The real value of the Step 2 CS is in fulfilling our social contract that every medical school graduate meets standards for patient safety and satisfaction. The exam gives detailed feedback to schools, helping them improve medical education and strengthen clinical communication and reasoning curricula. It also reminds schools to provide effective remediation programs with “teeth.”


The proposal that we replace the Step 2 CS with school-administered exams sounds logical but is not. A consistent, consequential licensing Objective Structured Clinical Exams (OSCE) would force most medical schools to trade away resources they need to provide an ever-widening range of formative standardized patient (SP) simulations on other topics. This would hobble their educational missions. Even the most sophisticated and well-resourced simulation centers would face tough choices.


And let’s face it, medical schools would not be impartial players. Institutional reputations are impacted by licensing exam pass-rates. Medical school faculty and educational leaders are very opinionated about the role of SP exams, although few are familiar with the evidence and believe me, I have talked with many of them! Of course, many learners do not enjoy the performance component of OSCEs, but the vast majority of students value these experiences and the data they provide.

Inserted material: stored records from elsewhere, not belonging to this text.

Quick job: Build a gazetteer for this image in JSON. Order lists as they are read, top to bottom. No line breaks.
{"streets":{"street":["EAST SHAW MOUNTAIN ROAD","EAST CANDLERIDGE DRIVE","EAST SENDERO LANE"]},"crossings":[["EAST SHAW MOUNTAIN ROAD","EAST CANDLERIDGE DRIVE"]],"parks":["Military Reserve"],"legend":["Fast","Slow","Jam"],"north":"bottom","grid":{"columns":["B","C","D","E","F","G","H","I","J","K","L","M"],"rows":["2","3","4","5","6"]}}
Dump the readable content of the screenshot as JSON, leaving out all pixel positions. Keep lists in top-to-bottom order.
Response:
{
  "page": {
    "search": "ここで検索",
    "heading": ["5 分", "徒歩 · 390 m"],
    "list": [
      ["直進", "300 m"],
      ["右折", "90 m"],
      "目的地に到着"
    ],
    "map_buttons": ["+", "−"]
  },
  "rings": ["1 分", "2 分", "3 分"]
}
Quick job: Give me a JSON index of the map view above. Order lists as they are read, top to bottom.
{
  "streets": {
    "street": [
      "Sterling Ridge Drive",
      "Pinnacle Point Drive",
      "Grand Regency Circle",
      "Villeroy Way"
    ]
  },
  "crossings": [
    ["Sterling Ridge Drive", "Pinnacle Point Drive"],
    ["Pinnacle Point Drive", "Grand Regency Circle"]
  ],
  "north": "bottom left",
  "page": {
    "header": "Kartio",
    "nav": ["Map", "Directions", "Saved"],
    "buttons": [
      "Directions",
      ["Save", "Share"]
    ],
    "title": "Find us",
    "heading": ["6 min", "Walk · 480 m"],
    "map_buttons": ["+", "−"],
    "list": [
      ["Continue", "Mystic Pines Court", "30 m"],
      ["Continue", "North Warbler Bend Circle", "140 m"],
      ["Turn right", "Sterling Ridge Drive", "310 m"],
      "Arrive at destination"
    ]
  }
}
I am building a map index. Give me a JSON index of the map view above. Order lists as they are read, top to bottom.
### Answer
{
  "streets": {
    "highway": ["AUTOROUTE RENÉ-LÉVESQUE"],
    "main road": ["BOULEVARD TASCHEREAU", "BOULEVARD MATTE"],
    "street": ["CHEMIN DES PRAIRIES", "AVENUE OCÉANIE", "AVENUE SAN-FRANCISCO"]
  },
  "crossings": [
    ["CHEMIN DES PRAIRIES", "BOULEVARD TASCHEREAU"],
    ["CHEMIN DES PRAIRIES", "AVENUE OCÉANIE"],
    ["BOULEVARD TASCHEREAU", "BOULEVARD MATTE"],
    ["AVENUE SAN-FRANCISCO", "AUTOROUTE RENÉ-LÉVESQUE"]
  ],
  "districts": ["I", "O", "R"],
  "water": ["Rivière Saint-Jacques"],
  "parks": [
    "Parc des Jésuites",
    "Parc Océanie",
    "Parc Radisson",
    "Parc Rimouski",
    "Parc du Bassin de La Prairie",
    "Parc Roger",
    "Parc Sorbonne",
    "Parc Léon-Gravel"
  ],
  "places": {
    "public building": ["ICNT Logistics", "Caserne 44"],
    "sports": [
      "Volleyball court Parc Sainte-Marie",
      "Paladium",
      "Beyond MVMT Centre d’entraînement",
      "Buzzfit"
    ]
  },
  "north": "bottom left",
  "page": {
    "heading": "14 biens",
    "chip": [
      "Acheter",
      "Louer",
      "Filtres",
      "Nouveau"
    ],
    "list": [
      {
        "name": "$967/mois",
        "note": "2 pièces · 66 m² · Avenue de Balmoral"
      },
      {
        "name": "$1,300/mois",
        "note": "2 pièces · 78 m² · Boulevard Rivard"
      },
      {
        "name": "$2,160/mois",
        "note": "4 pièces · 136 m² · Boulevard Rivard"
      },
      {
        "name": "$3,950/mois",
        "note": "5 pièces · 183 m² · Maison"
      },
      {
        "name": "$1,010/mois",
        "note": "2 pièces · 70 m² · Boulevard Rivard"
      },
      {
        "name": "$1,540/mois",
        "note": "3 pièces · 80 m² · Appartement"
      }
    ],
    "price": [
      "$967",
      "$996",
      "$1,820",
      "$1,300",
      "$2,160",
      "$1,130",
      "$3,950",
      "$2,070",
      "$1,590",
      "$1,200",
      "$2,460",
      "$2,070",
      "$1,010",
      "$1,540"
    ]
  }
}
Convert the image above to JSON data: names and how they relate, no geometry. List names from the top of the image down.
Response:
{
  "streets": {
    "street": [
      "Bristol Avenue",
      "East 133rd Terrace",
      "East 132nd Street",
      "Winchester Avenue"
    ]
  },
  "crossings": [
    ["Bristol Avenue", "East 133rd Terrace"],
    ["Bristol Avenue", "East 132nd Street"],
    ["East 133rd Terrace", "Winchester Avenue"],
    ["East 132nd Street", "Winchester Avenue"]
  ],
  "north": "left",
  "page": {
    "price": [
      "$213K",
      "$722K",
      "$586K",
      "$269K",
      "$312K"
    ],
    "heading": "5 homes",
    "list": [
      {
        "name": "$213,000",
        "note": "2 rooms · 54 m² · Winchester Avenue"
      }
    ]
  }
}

Performance-based assessments, like the Step 2 CS and other OSCEs, are the most authentic and valid way to assess what our trainees are able to do, and they predict – although imperfectly – what trainees will do in practice. Since clinical communication and reasoning skills are how most physicians conduct the vast majority of their work, it is critical that we assess these skills and holdeach other to high standards. Let’s preserve our ability to do this important task.





Adina Kalet, MD MPH is the Director of the Robert D. and Patricia E. Kern Institute for the Transformation of Medical Education and holder of the Stephen and Shelagh Roell Endowed Chair at the Medical College of Wisconsin.